Collected data:
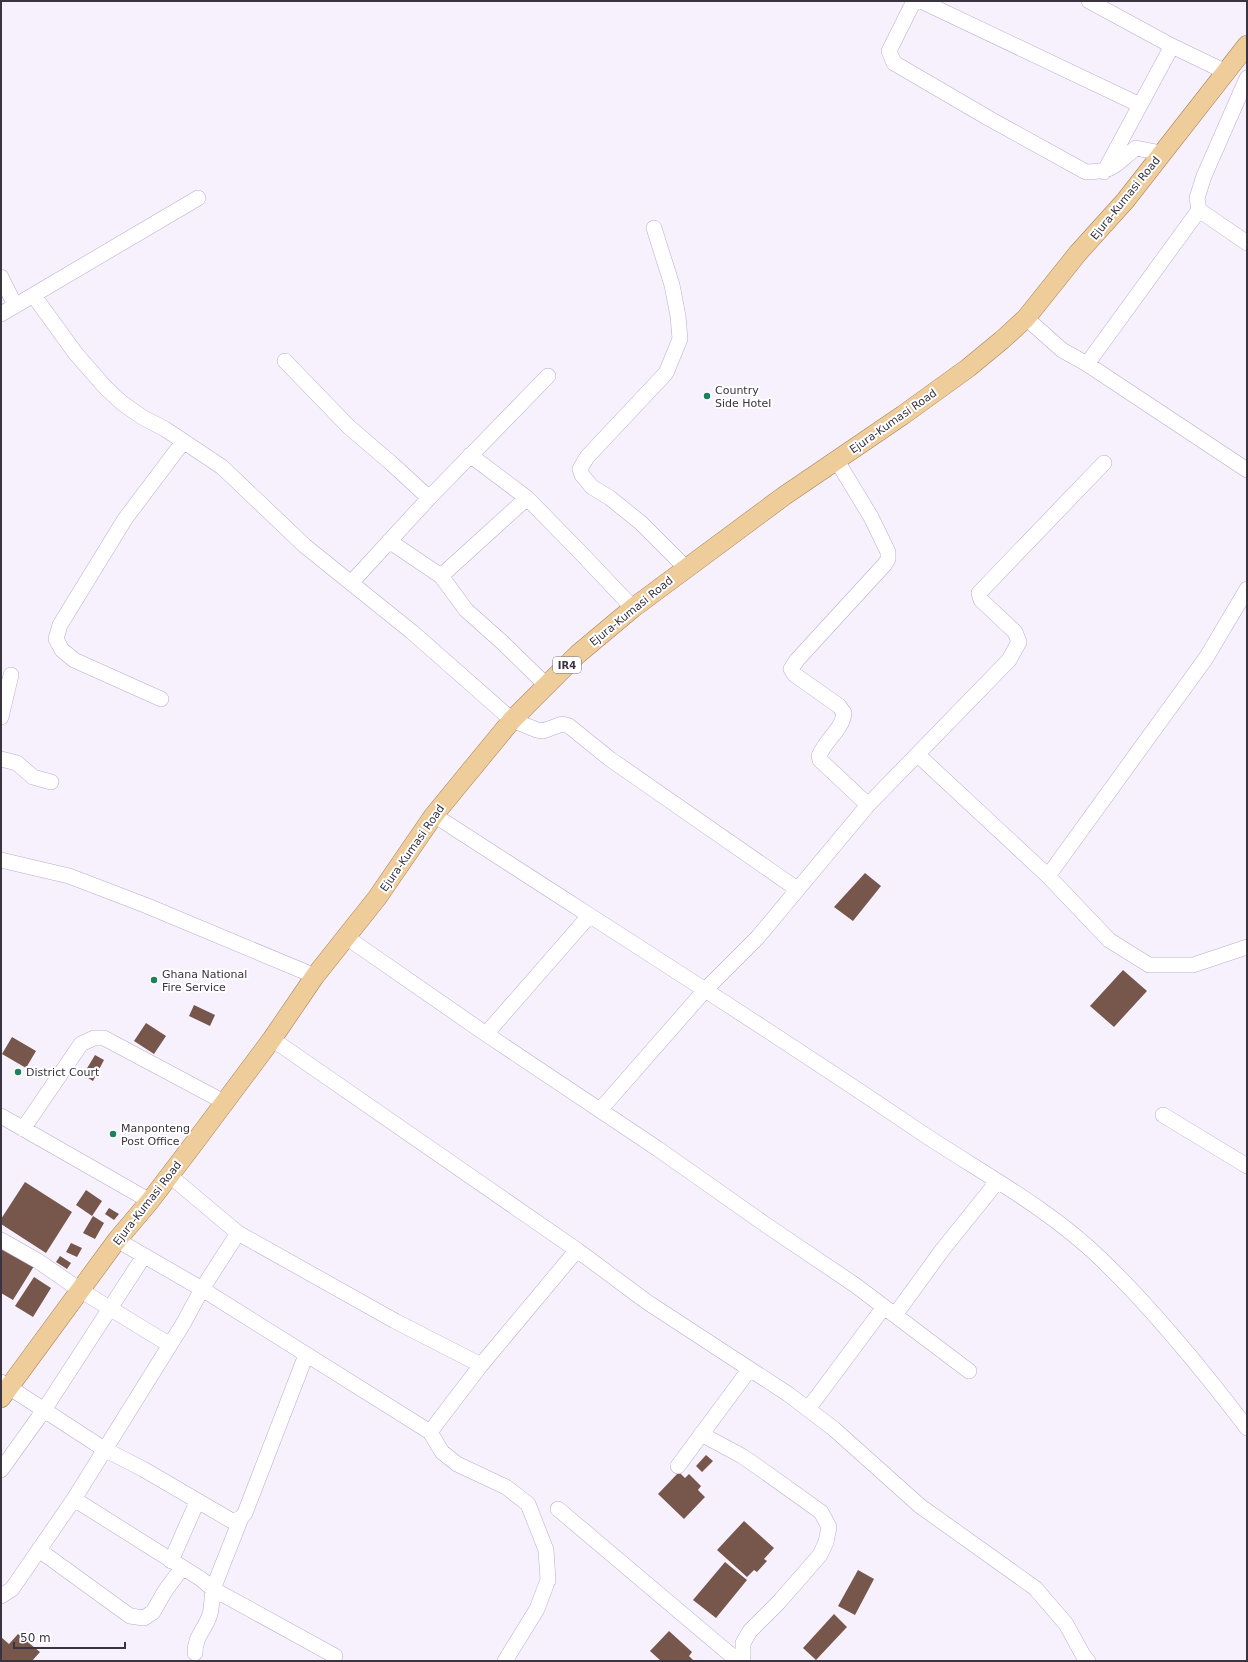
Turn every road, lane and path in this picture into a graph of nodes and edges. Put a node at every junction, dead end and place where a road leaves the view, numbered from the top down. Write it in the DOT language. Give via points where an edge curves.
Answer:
graph roads {
  1 [pos="914,1"];
  2 [pos="921,1"];
  3 [pos="1089,1"];
  4 [pos="1247,45"];
  5 [pos="1172,46"];
  6 [pos="1226,72"];
  7 [pos="1247,78"];
  8 [pos="1140,105"];
  9 [pos="1161,153"];
  10 [pos="1104,172"];
  11 [pos="198,198"];
  12 [pos="1199,210"];
  13 [pos="654,228"];
  14 [pos="1247,242"];
  15 [pos="1,277"];
  16 [pos="34,296"];
  17 [pos="15,306"];
  18 [pos="1,314"];
  19 [pos="1026,318"];
  20 [pos="285,361"];
  21 [pos="1088,364"];
  22 [pos="548,376"];
  23 [pos="183,442"];
  24 [pos="470,455"];
  25 [pos="837,460"];
  26 [pos="1104,463"];
  27 [pos="1247,470"];
  28 [pos="429,498"];
  29 [pos="527,498"];
  30 [pos="389,541"];
  31 [pos="686,568"];
  32 [pos="441,576"];
  33 [pos="351,583"];
  34 [pos="1247,589"];
  35 [pos="633,608"];
  36 [pos="11,675"];
  37 [pos="546,685"];
  38 [pos="161,698"];
  39 [pos="1,717"];
  40 [pos="512,720"];
  41 [pos="918,755"];
  42 [pos="1,759"];
  43 [pos="51,782"];
  44 [pos="868,805"];
  45 [pos="434,815"];
  46 [pos="1,860"];
  47 [pos="1048,876"];
  48 [pos="797,889"];
  49 [pos="589,916"];
  50 [pos="346,937"];
  51 [pos="1247,947"];
  52 [pos="315,976"];
  53 [pos="706,990"];
  54 [pos="486,1034"];
  55 [pos="272,1039"];
  56 [pos="224,1102"];
  57 [pos="600,1110"];
  58 [pos="1163,1115"];
  59 [pos="1,1116"];
  60 [pos="23,1129"];
  61 [pos="1247,1166"];
  62 [pos="169,1175"];
  63 [pos="997,1182"];
  64 [pos="150,1201"];
  65 [pos="238,1233"];
  66 [pos="1,1240"];
  67 [pos="117,1240"];
  68 [pos="577,1250"];
  69 [pos="144,1256"];
  70 [pos="202,1289"];
  71 [pos="80,1290"];
  72 [pos="110,1308"];
  73 [pos="889,1311"];
  74 [pos="170,1345"];
  75 [pos="306,1355"];
  76 [pos="481,1365"];
  77 [pos="749,1370"];
  78 [pos="968,1371"];
  79 [pos="4,1389"];
  80 [pos="808,1409"];
  81 [pos="44,1410"];
  82 [pos="1246,1423"];
  83 [pos="430,1432"];
  84 [pos="701,1434"];
  85 [pos="104,1449"];
  86 [pos="678,1466"];
  87 [pos="1,1470"];
  88 [pos="74,1499"];
  89 [pos="197,1502"];
  90 [pos="558,1509"];
  91 [pos="241,1518"];
  92 [pos="39,1550"];
  93 [pos="176,1564"];
  94 [pos="213,1589"];
  95 [pos="1,1596"];
  96 [pos="195,1653"];
  97 [pos="335,1656"];
  98 [pos="722,1656"];
  99 [pos="505,1661"];
  100 [pos="738,1661"];
  101 [pos="743,1661"];
  102 [pos="1088,1661"];
  1 -- 10 [label="street" via="889,51 894,63 990,120 1086,172"];
  2 -- 8 [label="street"];
  3 -- 5 [label="street"];
  4 -- 6 [label="main road, Ejura-Kumasi Road / IR4"];
  5 -- 6 [label="street"];
  5 -- 8 [label="street"];
  6 -- 9 [label="main road, Ejura-Kumasi Road / IR4"];
  7 -- 12 [label="street" via="1204,176 1197,198"];
  8 -- 10 [label="street"];
  9 -- 10 [label="street" via="1136,148 1118,165"];
  9 -- 19 [label="main road, Ejura-Kumasi Road / IR4" via="1125,201 1078,253"];
  11 -- 16 [label="street"];
  12 -- 14 [label="street"];
  12 -- 21 [label="street"];
  13 -- 31 [label="street" via="672,285 680,339 666,372 587,457 580,469 592,487 641,522"];
  15 -- 17 [label="street"];
  16 -- 17 [label="street"];
  16 -- 23 [label="street" via="76,354 122,403"];
  17 -- 18 [label="street"];
  19 -- 21 [label="street" via="1062,350"];
  19 -- 25 [label="main road, Ejura-Kumasi Road / IR4" via="968,368"];
  20 -- 28 [label="street" via="349,427"];
  21 -- 27 [label="street"];
  22 -- 24 [label="street"];
  23 -- 33 [label="street" via="222,468 305,546"];
  23 -- 38 [label="street" via="125,519 60,625 56,639 62,650 74,660"];
  24 -- 28 [label="street"];
  24 -- 29 [label="street"];
  25 -- 31 [label="main road, Ejura-Kumasi Road / IR4"];
  25 -- 44 [label="street" via="871,517 888,552 888,559 791,669 795,675 839,706 844,713 844,721 822,747 820,760"];
  26 -- 41 [label="street" via="979,593 981,600 1015,632 1019,642 1009,660"];
  28 -- 30 [label="street"];
  29 -- 32 [label="street"];
  29 -- 35 [label="street"];
  30 -- 32 [label="street"];
  30 -- 33 [label="street"];
  31 -- 35 [label="main road, Ejura-Kumasi Road / IR4"];
  32 -- 37 [label="street" via="466,610"];
  33 -- 40 [label="street" via="412,632"];
  34 -- 47 [label="street" via="1206,658"];
  35 -- 37 [label="main road, Ejura-Kumasi Road / IR4" via="578,654"];
  36 -- 39 [label="street"];
  37 -- 40 [label="main road, Ejura-Kumasi Road / IR4"];
  40 -- 45 [label="main road, Ejura-Kumasi Road / IR4"];
  40 -- 48 [label="street" via="543,731 562,724 569,726 610,759"];
  41 -- 44 [label="street"];
  41 -- 47 [label="street"];
  42 -- 43 [label="street" via="17,763 32,777"];
  44 -- 48 [label="street"];
  45 -- 49 [label="street"];
  45 -- 50 [label="main road, Ejura-Kumasi Road / IR4" via="377,898"];
  46 -- 52 [label="street" via="69,876"];
  47 -- 51 [label="street" via="1109,940 1149,966 1193,965"];
  48 -- 53 [label="street" via="758,937"];
  49 -- 53 [label="street"];
  49 -- 54 [label="street"];
  50 -- 52 [label="main road, Ejura-Kumasi Road / IR4"];
  50 -- 54 [label="street"];
  52 -- 55 [label="main road, Ejura-Kumasi Road / IR4"];
  53 -- 57 [label="street"];
  53 -- 63 [label="street"];
  54 -- 57 [label="street"];
  55 -- 56 [label="main road, Ejura-Kumasi Road / IR4"];
  55 -- 68 [label="street"];
  56 -- 60 [label="street" via="104,1038 94,1038 81,1044"];
  56 -- 62 [label="main road, Ejura-Kumasi Road / IR4"];
  57 -- 73 [label="street" via="856,1285"];
  58 -- 61 [label="street"];
  59 -- 60 [label="street"];
  60 -- 64 [label="street"];
  62 -- 64 [label="main road, Ejura-Kumasi Road / IR4"];
  62 -- 65 [label="street"];
  63 -- 73 [label="street"];
  63 -- 82 [label="street" via="1050,1216 1101,1259 1160,1320"];
  64 -- 67 [label="main road, Ejura-Kumasi Road / IR4"];
  65 -- 70 [label="street"];
  65 -- 76 [label="street" via="395,1321"];
  66 -- 71 [label="street" via="38,1261"];
  67 -- 69 [label="street"];
  67 -- 71 [label="main road, Ejura-Kumasi Road / IR4"];
  68 -- 76 [label="street"];
  68 -- 77 [label="street" via="647,1302"];
  69 -- 70 [label="street"];
  69 -- 72 [label="street"];
  70 -- 74 [label="street"];
  70 -- 75 [label="street"];
  71 -- 72 [label="street"];
  71 -- 79 [label="main road, Ejura-Kumasi Road / IR4"];
  72 -- 74 [label="street"];
  72 -- 81 [label="street"];
  73 -- 78 [label="street"];
  73 -- 80 [label="street"];
  74 -- 85 [label="street"];
  75 -- 83 [label="street"];
  75 -- 91 [label="street" via="245,1514"];
  76 -- 83 [label="street"];
  77 -- 80 [label="street"];
  77 -- 84 [label="street"];
  79 -- 81 [label="street"];
  80 -- 102 [label="street" via="920,1506 1035,1588 1066,1624"];
  81 -- 85 [label="street"];
  81 -- 87 [label="street"];
  83 -- 99 [label="street" via="442,1452 458,1464 506,1487 528,1504 546,1550 548,1580 538,1609"];
  84 -- 86 [label="street"];
  84 -- 101 [label="street" via="742,1456 821,1512 829,1527 820,1555 780,1602 750,1631 743,1643"];
  85 -- 88 [label="street"];
  85 -- 89 [label="street"];
  88 -- 92 [label="street"];
  88 -- 93 [label="street"];
  89 -- 91 [label="street" via="232,1521"];
  89 -- 93 [label="street"];
  90 -- 98 [label="street"];
  91 -- 94 [label="street"];
  92 -- 93 [label="street" via="130,1616 144,1618 152,1612"];
  92 -- 95 [label="street" via="12,1589"];
  93 -- 94 [label="street"];
  94 -- 96 [label="street" via="210,1616 198,1636"];
  94 -- 97 [label="street"];
  98 -- 100 [label="street"];
}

TASK STATEMENT: For each line in the data that holds the word "graph", copy the line.

YOUR RESPONSE:
Turn every road, lane and path in this picture into a graph of nodes and edges. Put a node at every junction, dead end and place where a road leaves the view, numbered from the top down. Write it in the DOT language. Give via points where an edge curves.
graph roads {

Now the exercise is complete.